[[ Listed records, beginning ]]

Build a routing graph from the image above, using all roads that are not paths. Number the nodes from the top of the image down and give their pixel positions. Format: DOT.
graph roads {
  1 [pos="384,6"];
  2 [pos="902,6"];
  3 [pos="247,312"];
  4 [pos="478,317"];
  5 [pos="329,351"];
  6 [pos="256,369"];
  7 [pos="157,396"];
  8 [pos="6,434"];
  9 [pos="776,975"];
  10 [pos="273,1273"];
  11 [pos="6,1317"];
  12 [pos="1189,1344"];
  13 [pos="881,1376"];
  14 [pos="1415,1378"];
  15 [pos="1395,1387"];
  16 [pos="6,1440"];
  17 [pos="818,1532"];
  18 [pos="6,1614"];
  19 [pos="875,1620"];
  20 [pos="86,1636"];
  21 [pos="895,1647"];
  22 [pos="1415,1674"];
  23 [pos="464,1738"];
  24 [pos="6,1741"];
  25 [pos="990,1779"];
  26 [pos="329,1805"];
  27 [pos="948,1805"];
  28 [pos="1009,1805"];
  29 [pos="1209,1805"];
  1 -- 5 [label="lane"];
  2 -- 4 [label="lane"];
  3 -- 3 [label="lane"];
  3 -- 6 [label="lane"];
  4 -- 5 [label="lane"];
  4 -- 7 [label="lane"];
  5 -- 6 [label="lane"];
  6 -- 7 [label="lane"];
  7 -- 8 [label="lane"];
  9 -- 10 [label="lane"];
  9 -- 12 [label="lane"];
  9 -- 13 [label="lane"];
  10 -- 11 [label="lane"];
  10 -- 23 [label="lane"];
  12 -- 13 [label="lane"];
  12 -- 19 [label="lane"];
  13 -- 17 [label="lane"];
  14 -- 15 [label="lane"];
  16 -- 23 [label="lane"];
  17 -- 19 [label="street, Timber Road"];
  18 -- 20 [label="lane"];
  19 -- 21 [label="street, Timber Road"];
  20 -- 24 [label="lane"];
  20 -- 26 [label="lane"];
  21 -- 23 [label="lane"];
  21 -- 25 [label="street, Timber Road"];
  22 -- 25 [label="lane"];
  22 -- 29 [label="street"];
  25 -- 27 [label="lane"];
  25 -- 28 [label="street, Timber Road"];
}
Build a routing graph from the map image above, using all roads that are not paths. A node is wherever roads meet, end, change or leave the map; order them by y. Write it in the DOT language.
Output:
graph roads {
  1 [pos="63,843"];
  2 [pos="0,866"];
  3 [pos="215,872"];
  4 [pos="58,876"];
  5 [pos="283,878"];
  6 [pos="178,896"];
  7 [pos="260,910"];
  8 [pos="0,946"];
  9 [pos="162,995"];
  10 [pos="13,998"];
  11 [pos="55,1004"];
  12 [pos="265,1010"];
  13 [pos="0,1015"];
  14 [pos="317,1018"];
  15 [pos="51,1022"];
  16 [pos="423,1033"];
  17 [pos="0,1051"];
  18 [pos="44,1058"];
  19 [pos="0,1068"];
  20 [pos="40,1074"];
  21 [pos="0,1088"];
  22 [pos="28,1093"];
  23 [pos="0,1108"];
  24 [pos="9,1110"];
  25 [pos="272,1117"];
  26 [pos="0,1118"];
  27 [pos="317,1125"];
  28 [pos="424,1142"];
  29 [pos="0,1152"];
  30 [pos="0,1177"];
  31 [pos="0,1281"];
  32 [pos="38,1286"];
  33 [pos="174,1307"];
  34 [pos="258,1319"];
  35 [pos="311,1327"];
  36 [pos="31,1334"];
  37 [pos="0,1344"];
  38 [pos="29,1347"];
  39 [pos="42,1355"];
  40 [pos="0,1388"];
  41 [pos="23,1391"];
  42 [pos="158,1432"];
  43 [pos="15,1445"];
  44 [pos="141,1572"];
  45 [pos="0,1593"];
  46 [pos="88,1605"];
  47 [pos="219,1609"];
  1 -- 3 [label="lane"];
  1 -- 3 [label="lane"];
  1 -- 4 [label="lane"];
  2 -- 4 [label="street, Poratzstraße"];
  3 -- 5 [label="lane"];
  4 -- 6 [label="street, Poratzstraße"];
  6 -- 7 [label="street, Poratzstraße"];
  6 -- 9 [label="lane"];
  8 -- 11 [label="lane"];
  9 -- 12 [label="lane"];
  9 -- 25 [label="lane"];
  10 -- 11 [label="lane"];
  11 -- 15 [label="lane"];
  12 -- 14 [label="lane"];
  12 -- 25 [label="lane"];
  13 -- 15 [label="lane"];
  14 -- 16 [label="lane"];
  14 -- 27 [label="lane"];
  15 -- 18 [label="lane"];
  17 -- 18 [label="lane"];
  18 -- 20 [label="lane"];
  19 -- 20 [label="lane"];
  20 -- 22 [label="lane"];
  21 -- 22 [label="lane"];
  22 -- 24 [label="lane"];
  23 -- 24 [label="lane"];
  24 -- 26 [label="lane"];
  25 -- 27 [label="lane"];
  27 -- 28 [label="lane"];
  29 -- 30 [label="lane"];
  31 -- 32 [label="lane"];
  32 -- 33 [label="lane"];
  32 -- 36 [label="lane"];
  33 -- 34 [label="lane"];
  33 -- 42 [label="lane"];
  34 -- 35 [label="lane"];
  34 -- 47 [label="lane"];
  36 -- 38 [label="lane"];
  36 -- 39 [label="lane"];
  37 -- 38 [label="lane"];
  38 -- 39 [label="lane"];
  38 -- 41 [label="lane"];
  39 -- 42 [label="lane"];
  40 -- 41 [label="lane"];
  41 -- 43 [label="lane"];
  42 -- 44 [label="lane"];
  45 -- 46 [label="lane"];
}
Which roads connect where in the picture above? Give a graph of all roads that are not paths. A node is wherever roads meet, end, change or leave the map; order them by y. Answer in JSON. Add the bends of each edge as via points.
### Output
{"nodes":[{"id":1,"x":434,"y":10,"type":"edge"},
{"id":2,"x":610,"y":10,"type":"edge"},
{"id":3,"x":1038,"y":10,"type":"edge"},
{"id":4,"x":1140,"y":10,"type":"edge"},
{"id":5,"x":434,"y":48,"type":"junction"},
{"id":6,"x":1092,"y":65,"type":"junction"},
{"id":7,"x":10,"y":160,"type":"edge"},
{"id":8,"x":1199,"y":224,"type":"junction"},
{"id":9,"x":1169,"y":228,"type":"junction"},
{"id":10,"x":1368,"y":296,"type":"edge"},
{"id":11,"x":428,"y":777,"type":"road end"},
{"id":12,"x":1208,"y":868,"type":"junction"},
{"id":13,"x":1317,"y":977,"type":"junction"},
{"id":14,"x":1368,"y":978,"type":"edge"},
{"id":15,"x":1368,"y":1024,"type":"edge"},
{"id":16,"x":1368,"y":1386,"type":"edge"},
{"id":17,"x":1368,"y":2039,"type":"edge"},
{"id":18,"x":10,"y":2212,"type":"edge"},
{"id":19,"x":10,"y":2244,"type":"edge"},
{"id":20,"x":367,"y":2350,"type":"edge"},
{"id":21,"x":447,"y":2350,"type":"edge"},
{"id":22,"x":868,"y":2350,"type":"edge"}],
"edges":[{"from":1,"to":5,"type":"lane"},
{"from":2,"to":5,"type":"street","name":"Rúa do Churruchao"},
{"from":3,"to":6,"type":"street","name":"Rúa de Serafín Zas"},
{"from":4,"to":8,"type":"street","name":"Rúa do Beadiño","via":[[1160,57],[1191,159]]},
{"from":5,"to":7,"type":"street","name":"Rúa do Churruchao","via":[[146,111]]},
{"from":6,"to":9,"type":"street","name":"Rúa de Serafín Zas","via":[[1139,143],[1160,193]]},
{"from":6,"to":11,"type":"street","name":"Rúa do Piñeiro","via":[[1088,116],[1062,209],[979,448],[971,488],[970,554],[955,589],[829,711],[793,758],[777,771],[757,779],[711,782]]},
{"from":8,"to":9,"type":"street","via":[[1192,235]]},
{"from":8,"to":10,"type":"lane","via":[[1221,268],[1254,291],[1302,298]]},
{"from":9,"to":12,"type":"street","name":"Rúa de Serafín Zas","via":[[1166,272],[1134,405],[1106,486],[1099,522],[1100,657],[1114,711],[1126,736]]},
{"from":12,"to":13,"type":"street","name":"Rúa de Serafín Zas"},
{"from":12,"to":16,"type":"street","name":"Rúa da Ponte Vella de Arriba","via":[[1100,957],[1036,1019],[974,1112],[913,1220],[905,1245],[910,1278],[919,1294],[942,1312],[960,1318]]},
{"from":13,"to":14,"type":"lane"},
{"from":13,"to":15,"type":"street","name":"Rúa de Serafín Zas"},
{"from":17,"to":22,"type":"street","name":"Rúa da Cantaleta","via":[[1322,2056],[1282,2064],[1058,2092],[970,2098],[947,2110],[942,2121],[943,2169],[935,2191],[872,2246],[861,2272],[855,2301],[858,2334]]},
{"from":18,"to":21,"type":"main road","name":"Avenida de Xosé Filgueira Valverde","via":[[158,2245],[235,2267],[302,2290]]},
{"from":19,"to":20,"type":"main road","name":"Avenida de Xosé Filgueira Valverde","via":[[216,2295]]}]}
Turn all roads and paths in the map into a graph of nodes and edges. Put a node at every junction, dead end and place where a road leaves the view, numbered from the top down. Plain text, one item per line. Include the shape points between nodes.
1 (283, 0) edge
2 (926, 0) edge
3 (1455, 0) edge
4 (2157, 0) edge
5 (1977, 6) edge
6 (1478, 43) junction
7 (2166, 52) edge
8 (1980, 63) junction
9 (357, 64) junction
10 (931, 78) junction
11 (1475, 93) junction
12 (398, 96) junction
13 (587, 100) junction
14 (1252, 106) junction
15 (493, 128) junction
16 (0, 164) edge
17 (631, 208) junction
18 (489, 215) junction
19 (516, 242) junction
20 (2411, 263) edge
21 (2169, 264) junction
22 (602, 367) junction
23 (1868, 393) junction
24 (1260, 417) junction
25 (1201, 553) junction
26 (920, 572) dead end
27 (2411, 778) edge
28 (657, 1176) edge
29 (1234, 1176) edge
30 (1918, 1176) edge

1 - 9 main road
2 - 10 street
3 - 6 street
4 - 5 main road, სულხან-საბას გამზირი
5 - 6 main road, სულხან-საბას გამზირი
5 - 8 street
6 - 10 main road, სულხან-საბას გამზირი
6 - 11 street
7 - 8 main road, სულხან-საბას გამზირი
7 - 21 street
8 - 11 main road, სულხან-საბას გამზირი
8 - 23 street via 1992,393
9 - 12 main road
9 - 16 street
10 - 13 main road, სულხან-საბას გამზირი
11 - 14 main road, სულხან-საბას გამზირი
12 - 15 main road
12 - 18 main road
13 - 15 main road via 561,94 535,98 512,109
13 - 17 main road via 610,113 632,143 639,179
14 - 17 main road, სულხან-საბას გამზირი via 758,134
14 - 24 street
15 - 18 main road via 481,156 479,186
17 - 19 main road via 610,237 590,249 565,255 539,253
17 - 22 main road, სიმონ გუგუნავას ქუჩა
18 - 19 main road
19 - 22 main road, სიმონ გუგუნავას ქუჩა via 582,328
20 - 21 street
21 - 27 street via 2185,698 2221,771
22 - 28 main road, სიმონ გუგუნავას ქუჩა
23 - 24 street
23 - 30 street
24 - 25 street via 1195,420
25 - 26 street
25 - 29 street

[[ Listed records, end ]]

● **Exercise requirements**
Only lines containing the word "that" should be copied from the material above.

● **Expected answer**
Build a routing graph from the image above, using all roads that are not paths. Number the nodes from the top of the image down and give their pixel positions. Format: DOT.
Build a routing graph from the map image above, using all roads that are not paths. A node is wherever roads meet, end, change or leave the map; order them by y. Write it in the DOT language.
Which roads connect where in the picture above? Give a graph of all roads that are not paths. A node is wherever roads meet, end, change or leave the map; order them by y. Answer in JSON. Add the bends of each edge as via points.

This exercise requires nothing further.